## [What is being asked]
Could you restate all of the records below exactly, with the pictures left out?

## [Data records]
------------------------------------------------------------
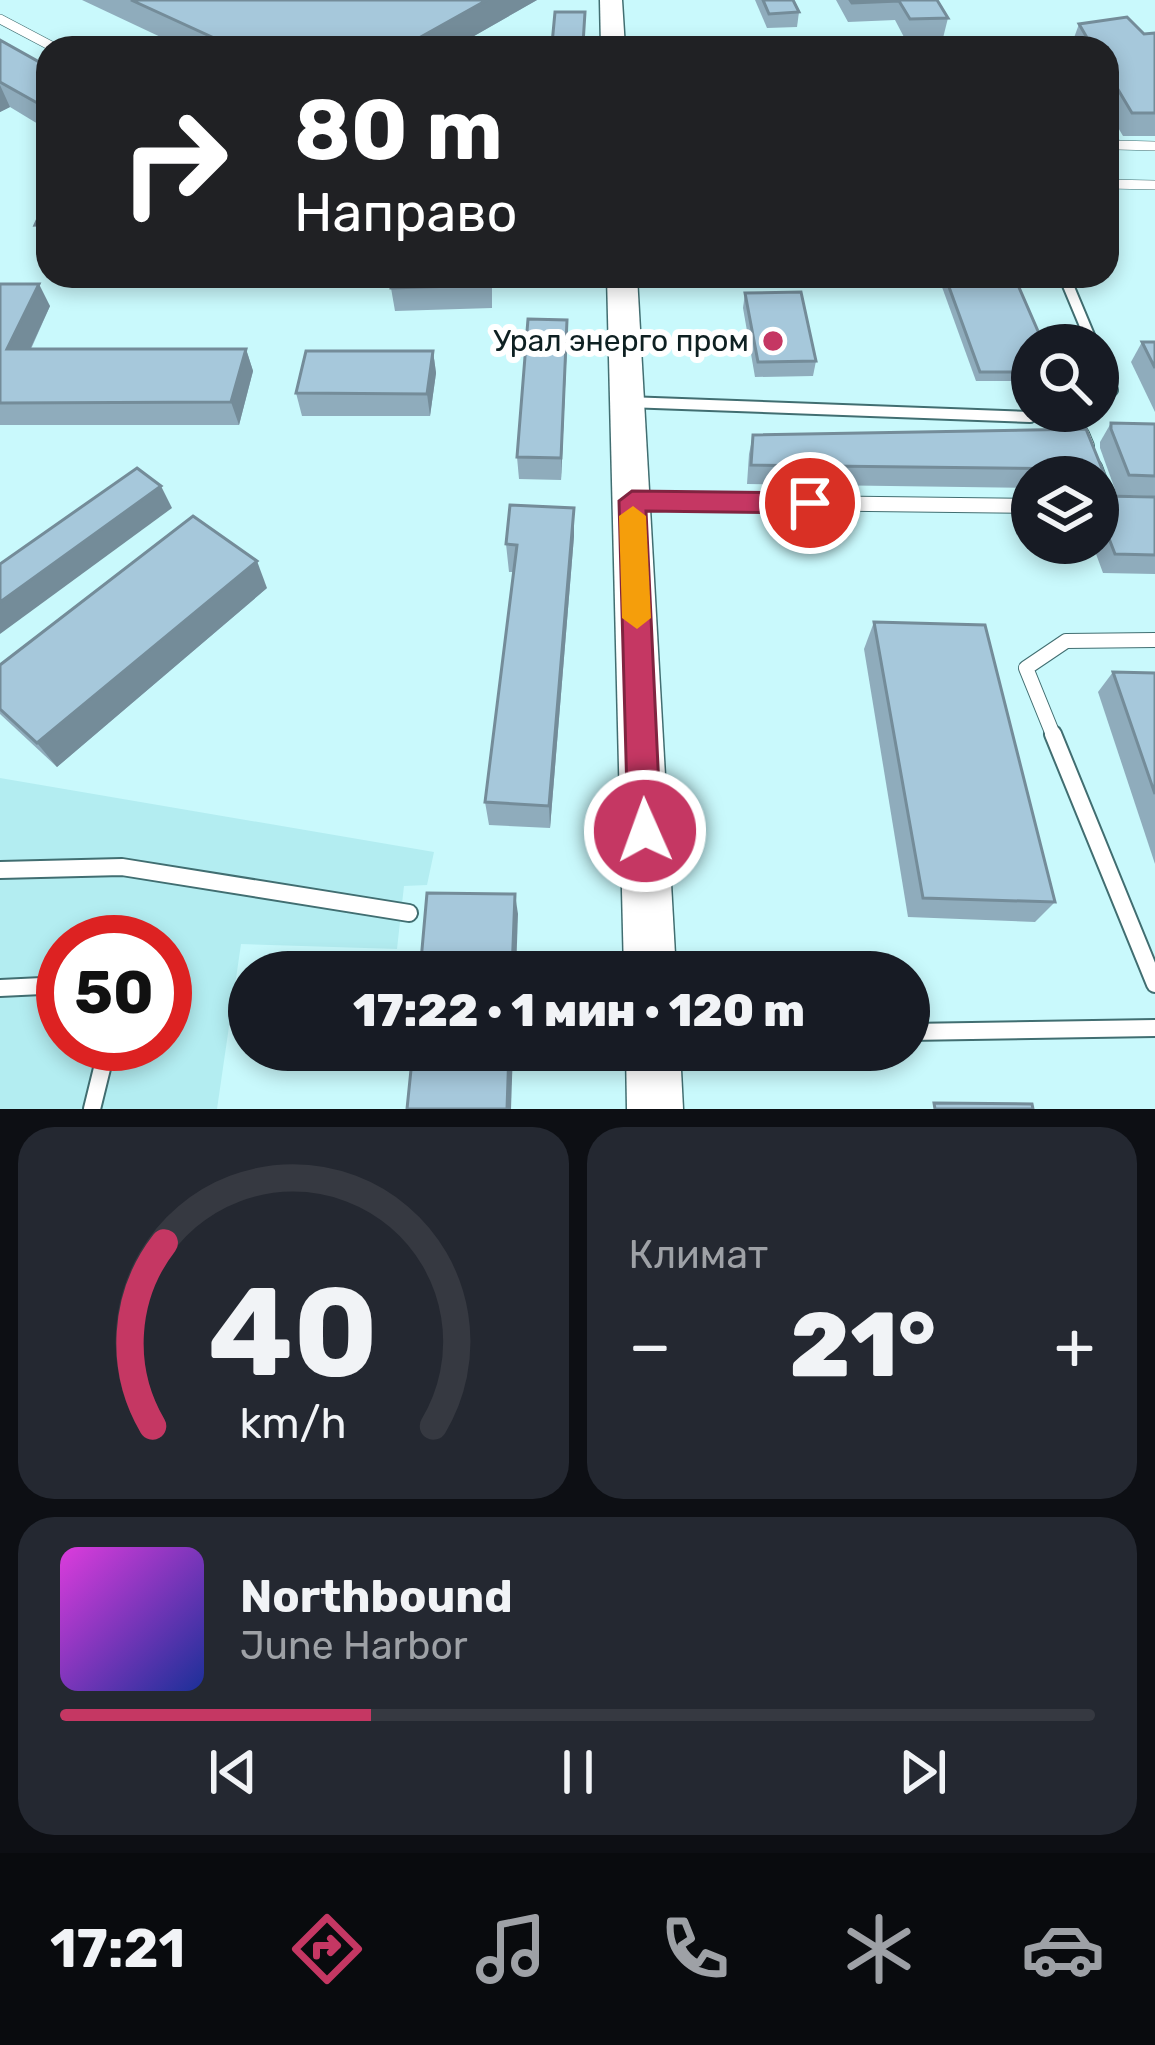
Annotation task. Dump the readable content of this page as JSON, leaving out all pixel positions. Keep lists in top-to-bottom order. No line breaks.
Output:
{"places":["Урал энерго пром"],"page":{"turn":["80 m","Направо"],"limit":"50","trip":"17:22 · 1 мин · 120 m","tile":"Климат","heat":["−","21°","+"],"song":["Northbound","June Harbor"],"tabs":"17:21","gauge":["40","km/h"]}}
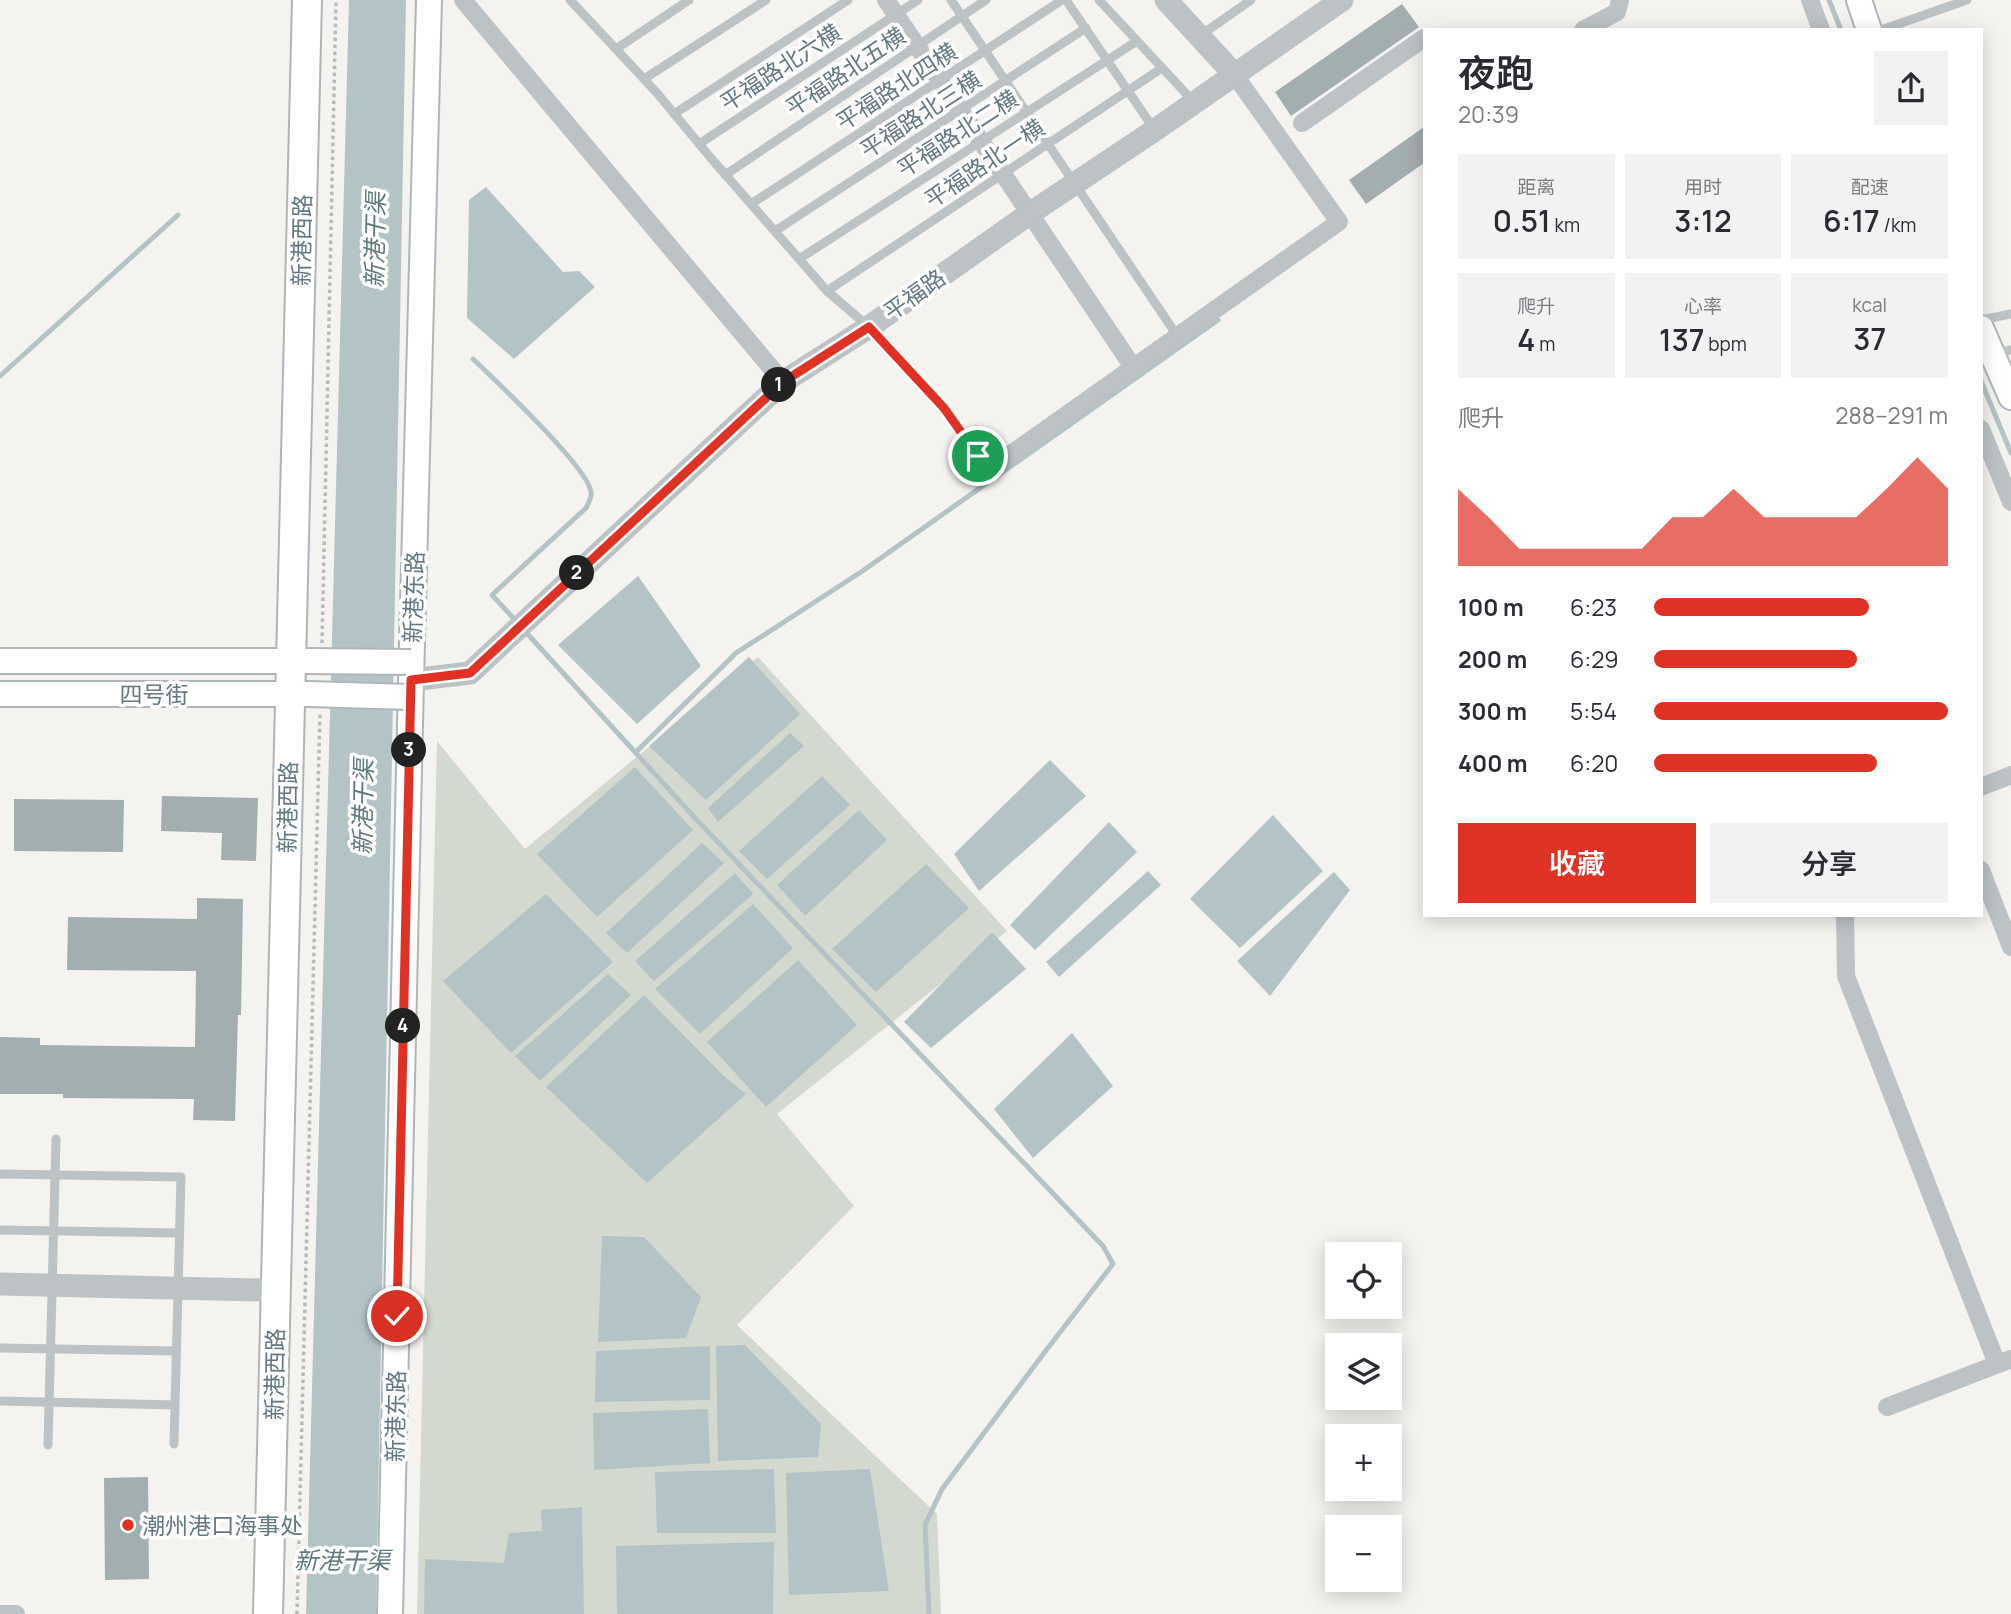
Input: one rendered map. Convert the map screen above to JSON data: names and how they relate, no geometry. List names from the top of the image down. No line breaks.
{"streets":{"main road":["新港西路","新港东路","四号街"],"street":["平福路"],"lane":["平福路北六横","平福路北五横","平福路北四横","平福路北三横","平福路北二横","平福路北一横"]},"crossings":[["平福路","新港东路"],["平福路","四号街"],["新港东路","四号街"]],"water":["新港干渠"],"places":["潮州港口海事处"],"page":{"heading":["夜跑","20:39"],"stats":[["距离","0.51 km"],["用时","3:12"],["配速","6:17 /km"],["爬升","4 m"],["心率","137 bpm"],["kcal","37"]],"pins":["1","2","3","4"],"chart":["爬升","288–291 m"],"list":[{"name":"100 m","note":"6:23"},{"name":"200 m","note":"6:29"},{"name":"300 m","note":"5:54"},{"name":"400 m","note":"6:20"}],"buttons":["收藏","分享"],"map_buttons":["+","−"]}}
------------------------------------------------------------
## [Solution to the problem]
Annotation task. Dump the readable content of this page as JSON, leaving out all pixel positions. Keep lists in top-to-bottom order. No line breaks.
Output:
{"places":["Урал энерго пром"],"page":{"turn":["80 m","Направо"],"limit":"50","trip":"17:22 · 1 мин · 120 m","tile":"Климат","heat":["−","21°","+"],"song":["Northbound","June Harbor"],"tabs":"17:21","gauge":["40","km/h"]}}
Input: one rendered map. Convert the map screen above to JSON data: names and how they relate, no geometry. List names from the top of the image down. No line breaks.
{"streets":{"main road":["新港西路","新港东路","四号街"],"street":["平福路"],"lane":["平福路北六横","平福路北五横","平福路北四横","平福路北三横","平福路北二横","平福路北一横"]},"crossings":[["平福路","新港东路"],["平福路","四号街"],["新港东路","四号街"]],"water":["新港干渠"],"places":["潮州港口海事处"],"page":{"heading":["夜跑","20:39"],"stats":[["距离","0.51 km"],["用时","3:12"],["配速","6:17 /km"],["爬升","4 m"],["心率","137 bpm"],["kcal","37"]],"pins":["1","2","3","4"],"chart":["爬升","288–291 m"],"list":[{"name":"100 m","note":"6:23"},{"name":"200 m","note":"6:29"},{"name":"300 m","note":"5:54"},{"name":"400 m","note":"6:20"}],"buttons":["收藏","分享"],"map_buttons":["+","−"]}}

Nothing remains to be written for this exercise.